En la década de los treinta del siglo XX, se respiraba conflictividad en Europa. Los partidos políticos fuertemente ideologizados dividían a las sociedades y acusaban a un élite perversa y egoísta de ser la causante de los males económicos del pueblo (nazis) o los trabajadores (comunistas). La exclusión del enemigo mediante la confinación en campos de concentración, la expulsión de sus lugares de origen o residencia y el asesinato se extendió por el mundo.

La consecuencia de este ambiente político-social fue la continuación de la Gran Guerra concluida en 1918 y en 1939 con la invasión alemana a Polonia, que se rindió 36 días después del inicio de la Blitzkrieg (guerra relámpago), se detonó la conflagración mundial mas destructiva y genocida en la historia de la humanidad.

En ese momento comenzó el esfuerzo bélico en los países democráticos de occidente que se expresaría en su mayor magnitud dos años después con la orientación de la industria a la producción de bienes militares y la movilización de tropas. Los países bien gobernados actuaron con prudencia y se prepararon para sobrellevar la escasez y carestía que origina la concentración de los recursos en los frentes de conflicto.

Hoy estamos (espero equivocarme) al borde de una guerra de gran magnitud. La invasión a Ucrania tiene una siniestra similitud con la anexión hitleriana de los Sudetes en 1938, en la que se mostraban las ambiciones por mayor “espacio vital” de un régimen autoritario (totalitario) que ocupó un territorio sin represalias efectivas de la comunidad internacional por la división, la debilidad o la falta de preparación para la guerra de las potencias democráticas.

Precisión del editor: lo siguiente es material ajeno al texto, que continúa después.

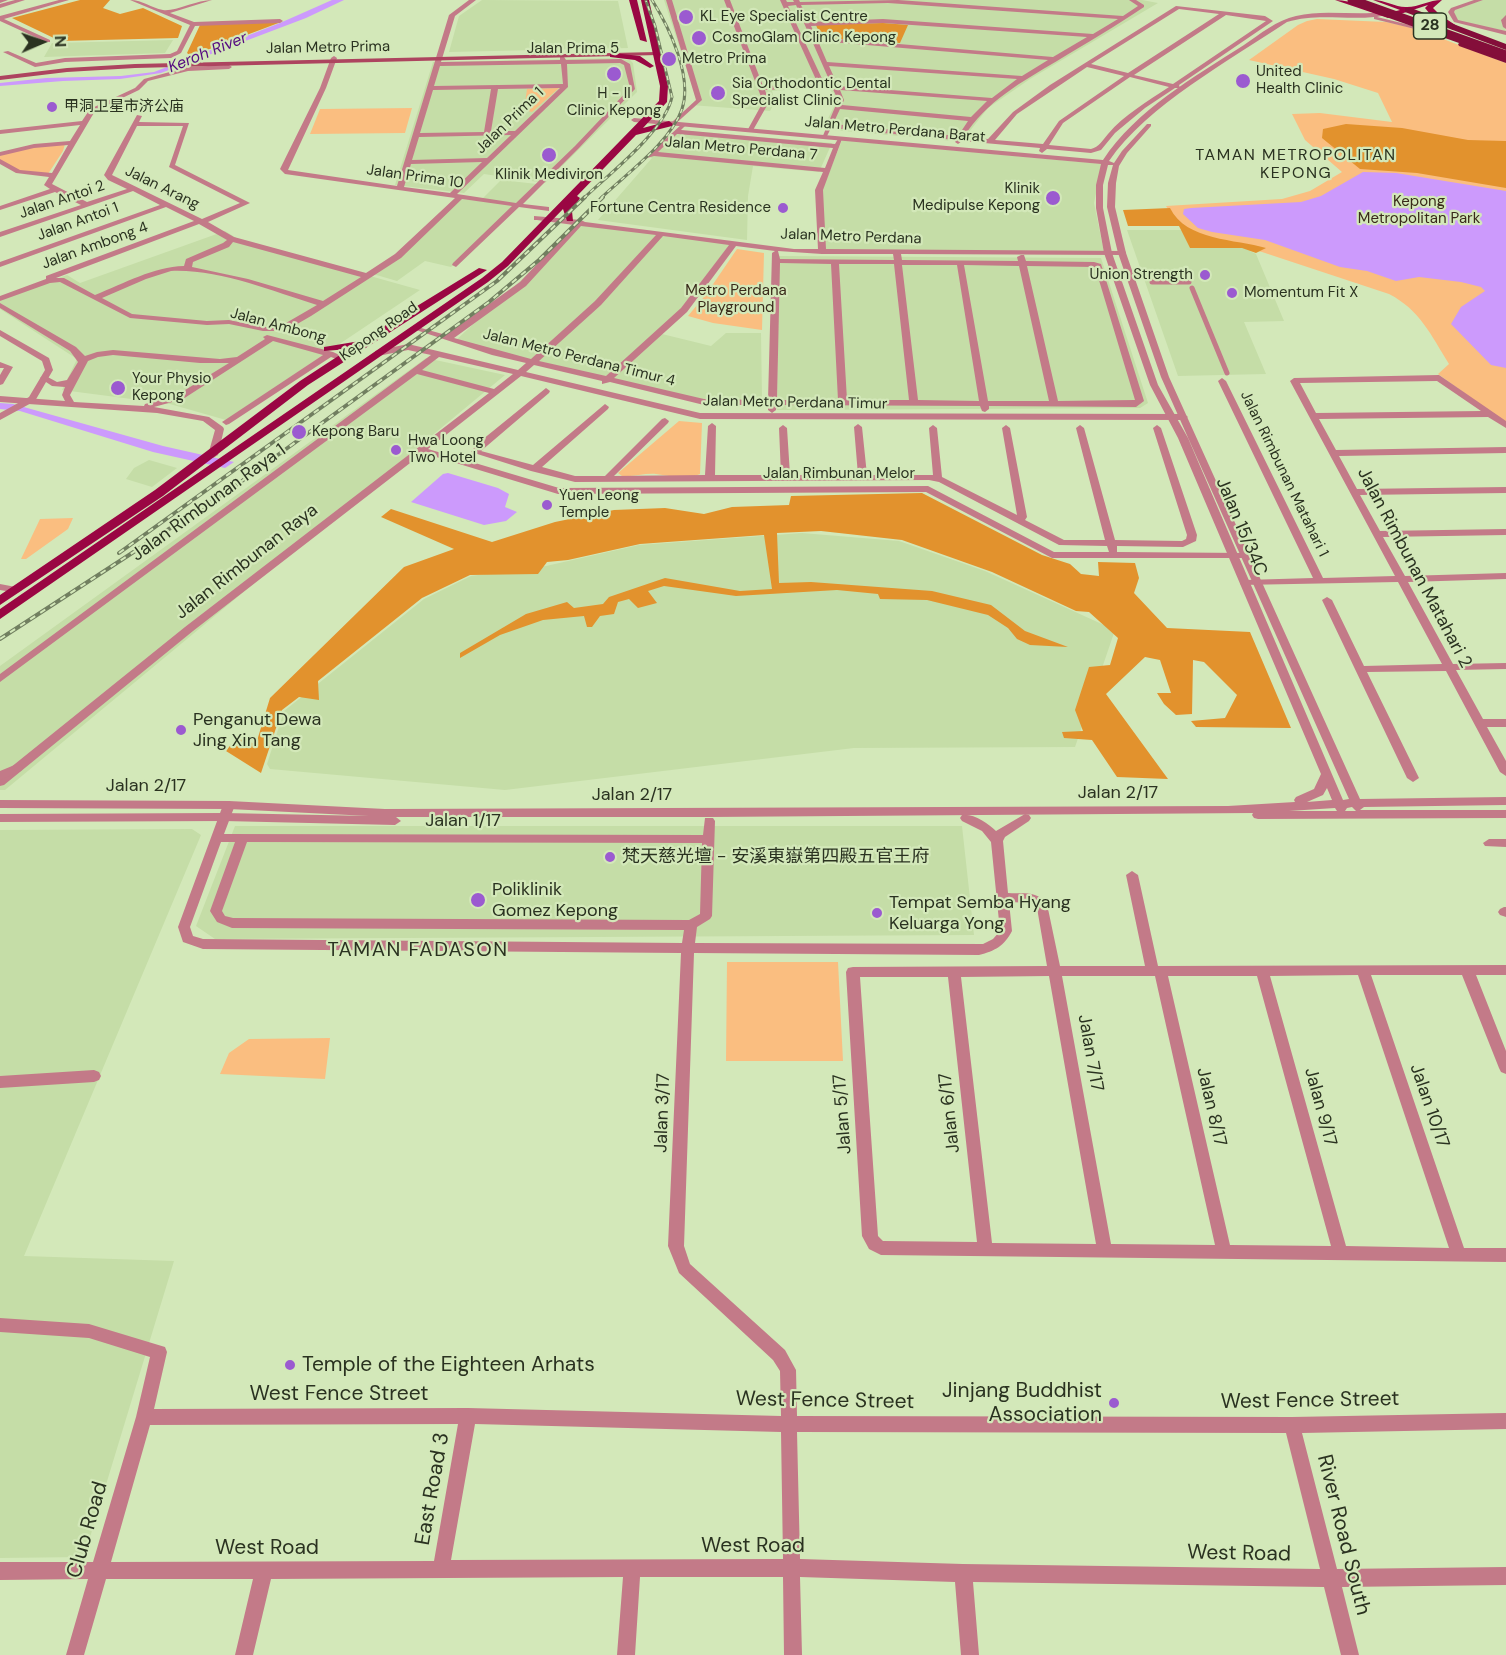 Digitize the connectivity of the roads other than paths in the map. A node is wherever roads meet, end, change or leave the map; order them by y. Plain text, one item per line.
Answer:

En la actualidad, una solución diplomática mostraría las flaquezas de Europa como la dependencia energética de Rusia o la falta de compromiso efectivo de la OTAN para la defensa de sus miembros de un ataque ruso y la consecución de los objetivos de la invasión sería una amenaza a la convivencia pacífica que orillaría, más temprano que tarde, a una declaración de guerra para contener el regreso pretendido a la época de gloria de la Unión Soviética.

El efecto inmediato en los países no involucrados directamente en el conflicto actual fue el aumento de los precios de la energía, lo que introdujo fuertes presiones inflacionarias y distorsiones a las finanzas públicas. También, habrá una ruptura de cadenas de comercialización y atracción de bienes y servicios a las regiones más ricas del mundo.

Si el conflicto bélico no escala y queda en una guerra regional con el abandono del escenario de los Estados Unidos y la resignación de Europa ante el poderío militar ruso, los precios de los petrolíferos volverían a niveles normales.

En este contexto, debemos analizar la decisión del gobierno de México de subsidiar a la gasolina y el diésel asumiendo un costo de fiscal de más de 300 mil millones de pesos si se prolonga el no cobro al Impuesto Especial sobre Producción y Servicios por todo el año más el estimulo complementario que, en los términos actuales, implicaría más de 200 mil millones de pesos anuales, que suman medio billón de pesos.

No es cierto, aunque sean los otros datos presidenciales, que los mexicanos seamos más eficientes en la refinación de gasolina, ni que produzcamos a menor costo que en los países más avanzados económicamente. En nuestro país, los precios de los petrolíferos son baratos porque se subsidian para evitar los “gasolinazos”, lo que aumenta la popularidad del gobierno. Paradójicamente, el subsidio a los combustibles es un gasto regresivo, es decir, los grupos de mayores ingresos reciben la mayoría de los beneficios de estos estímulos en perjuicio de los pobres.

En un contexto de incertidumbre respecto a la magnitud y duración del conflicto ruso-ucraniano, subsidiar la gasolina es casi suicida para un país. La quema (literal) de casi el 10 por ciento del presupuesto federal en estímulos a los combustibles es reducir el recurso destinado al gasto social y la limitación de generar reservas para hacer frente a las eventualidades de la guerra (carestía y escasez de alimentos en el mercado mundial).

La circunstancia de inestabilidad internacional, no atribuible al gobierno, es un buen momento para proponer un sacrificio a las clases medias en el uso del automóvil y reducir el consumo diario de gasolina de cerca de 780 mil barriles mediante la libre fluctuación de su precio sin que haya subsidio. Esta estrategia ayudaría a la racionalización de los recursos y al ahorro de los excedentes de la venta de crudo con el propósito de contar con recursos en el supuesto que el conflicto se intensifique o prolongue.

El dogma del “no al gasolinazo” para mantener la popularidad presidencial puede resultar demasiado oneroso al presupuesto en un momento histórico en el que la prudencia y el buen manejo de los recursos públicos se impone.